Supplemento Bollettino n. 154

Supplemento n° 154 al BOLLETTINO PARROCCHIALE – Domenica 1 novembre 2015

La Solennità di TUTTI I SANTI, cari fratelli e sorelle, c’introduce nel mese di novembre, che ci aiuta a sollevare in alto lo sguardo, ricordando i NOVISSIMI:

morte, giudizio, inferno e paradiso.

Coi piedi per terra ricordiamo che a questo mondo tutto finisce e che la morte è come una potentissima ruspa che appiana tutte le differenze e le manìe delle persone. Per noi che abbiamo fede NON è la fine, ma l’inizio di tutto, cioè della vita piena, la vita eterna.

Il giudizio ci ricorda che non possiamo farci menare per il naso dall’io e dalle sue voglie; non siamo birilli, ma persone! Il Signore ci ha donato intelligenza, volontà e libertà, per usarle nella direzione del bene. Non sono permessi i “capricci” spirituali e – crediamo o no, lo vogliamo o no – dovremo rispondere a Dio di quello che abbiamo fatto o non abbiamo fatto nella vita, nel bene e nel male.

L’inferno è la “risurrezione di condanna” che vogliamo evitare.

Il paradiso è la “risurrezione di vita” che speriamo e che cerchiamo di raggiungere con la fede in Gesù Cristo e con le buone opere che dobbiamo e vogliamo fare.

Tanti anche ai nostri giorni si dicono “cristiani”, ma pochi osservano i comandamenti; ancor meno ricorrono al perdono di Dio nella Confessione e all’aumento di Grazia accostandosi alla Comunione.

I SANTI ci ricordano che la Chiesa inizia in questo mondo e ci porta al traguardo del cielo.

I MORTI chiedono una preghiera di suffragio, l’offerta di una Messa o di un’indulgenza per arrivare al traguardo di gloria che bramano e non hanno ancora raggiunto.

Nei primi otto giorni di Novembre, chiamati OTTAVARIO dei MORTI siamo invitati a visitare il CIMITERO, luogo dove riposano i corpi dei defunti. Nei pomeriggi di sette giorni (dal primo all’otto eccetto sabato 7 novembre) celebreremo la S. Messa di suffragio al cimitero. Si possono ricevere in ognuno degli otto giorni, non più di una volta al giorno, INDULGENZE PLENARIE, da applicare in suffragio dell’anima di un defunto che si vuole suffragare con particolare attenzione.

Non dimentichiamo che le opere buone e le elemosine che si fanno ricordando i morti diventano un suffragio per le loro anime.

Il suffragio che ha il valore più profondo e non ha paragoni è far applicare una SANTA MESSA. Alcuni donano a religiosi o missionari una serie di 30 Messe da celebrare per 30 giorni senza interruzione in suffragio dell’anima di un defunto. Questa pia pratica si chiama: ciclo di MESSE GREGORIANE e prende origine dal miracolo del Papa San Gregorio Magno. È un modo concreto per aiutare economicamente sacerdoti che talvolta sono privi di intenzioni, sono anziani, malati, o non hanno un contatto diretto con le Parrocchie.

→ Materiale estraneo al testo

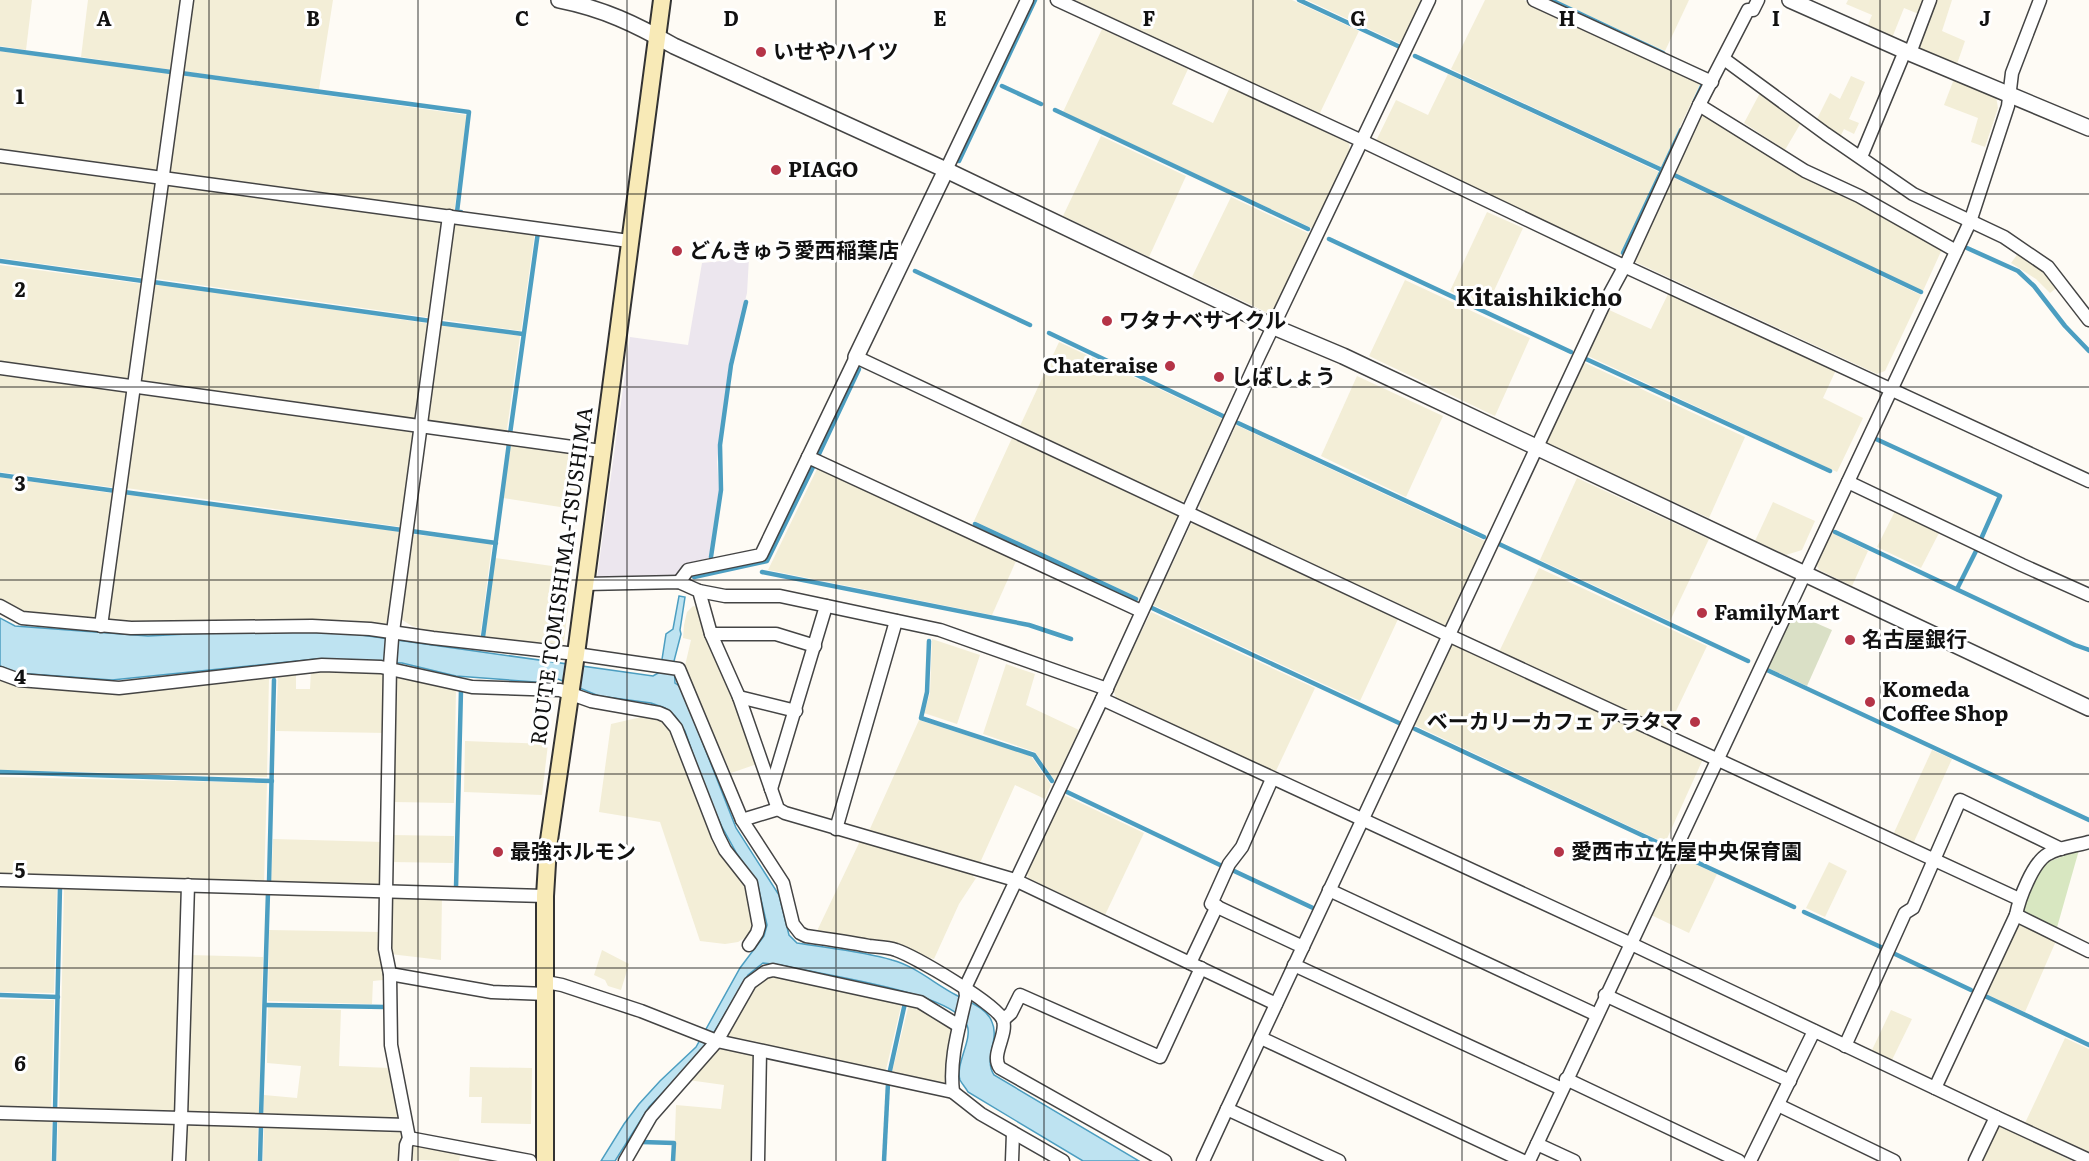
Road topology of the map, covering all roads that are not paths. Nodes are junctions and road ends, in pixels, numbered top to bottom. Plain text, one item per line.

Quest’anno ci sentiamo in dovere anche di compiere un ATTO DI RIPARAZIONE per l’oltraggio compiuto e ripetuto verso i defunti del nostro Cimitero, con furti ripetuti più di una volta con devastazione di coperture in rame, di arredamenti e finiture delle tombe, nonché di fiori o di oggetti di devozione. Solo persone senza scrupoli e senza fede possono essere così sciagurate da compiere tali azioni, che sono un’offesa a Dio, ai morti e alla nostra comunità cristiana. Mentre chiediamo pietà al Signore per queste azioni incoscienti, supplichiamo ravvedimento, conversione e misericordia per quanti – anonimi e pusillanimi – se ne sono resi responsabili.

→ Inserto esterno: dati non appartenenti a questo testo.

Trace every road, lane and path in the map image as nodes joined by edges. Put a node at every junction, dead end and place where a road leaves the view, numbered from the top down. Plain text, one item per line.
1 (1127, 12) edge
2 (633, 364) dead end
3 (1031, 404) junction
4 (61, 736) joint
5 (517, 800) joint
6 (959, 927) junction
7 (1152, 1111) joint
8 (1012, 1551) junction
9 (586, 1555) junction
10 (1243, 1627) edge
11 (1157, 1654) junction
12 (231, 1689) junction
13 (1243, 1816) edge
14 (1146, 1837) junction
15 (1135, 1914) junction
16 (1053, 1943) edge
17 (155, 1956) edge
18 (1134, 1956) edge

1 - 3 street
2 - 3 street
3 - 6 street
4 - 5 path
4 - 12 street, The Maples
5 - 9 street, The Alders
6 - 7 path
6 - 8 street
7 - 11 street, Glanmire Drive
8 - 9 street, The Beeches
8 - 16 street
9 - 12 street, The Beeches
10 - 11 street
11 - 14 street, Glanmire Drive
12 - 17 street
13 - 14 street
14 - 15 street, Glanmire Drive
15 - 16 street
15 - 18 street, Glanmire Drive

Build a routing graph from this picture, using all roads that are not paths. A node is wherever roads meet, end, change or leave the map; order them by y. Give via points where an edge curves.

Il mese delle nebbie e del freddo porti luce e calore alle anime nostre e a quelle dei nostri cari.

Togliamo però dai nostri cuori animosità o rancori verso chiunque; impegniamoci piuttosto in un suffragio più convinto, deciso e coerente.

Non manchiamo infine di dare esempi ed insegnamenti positivi ai piccoli e alle giovani generazioni.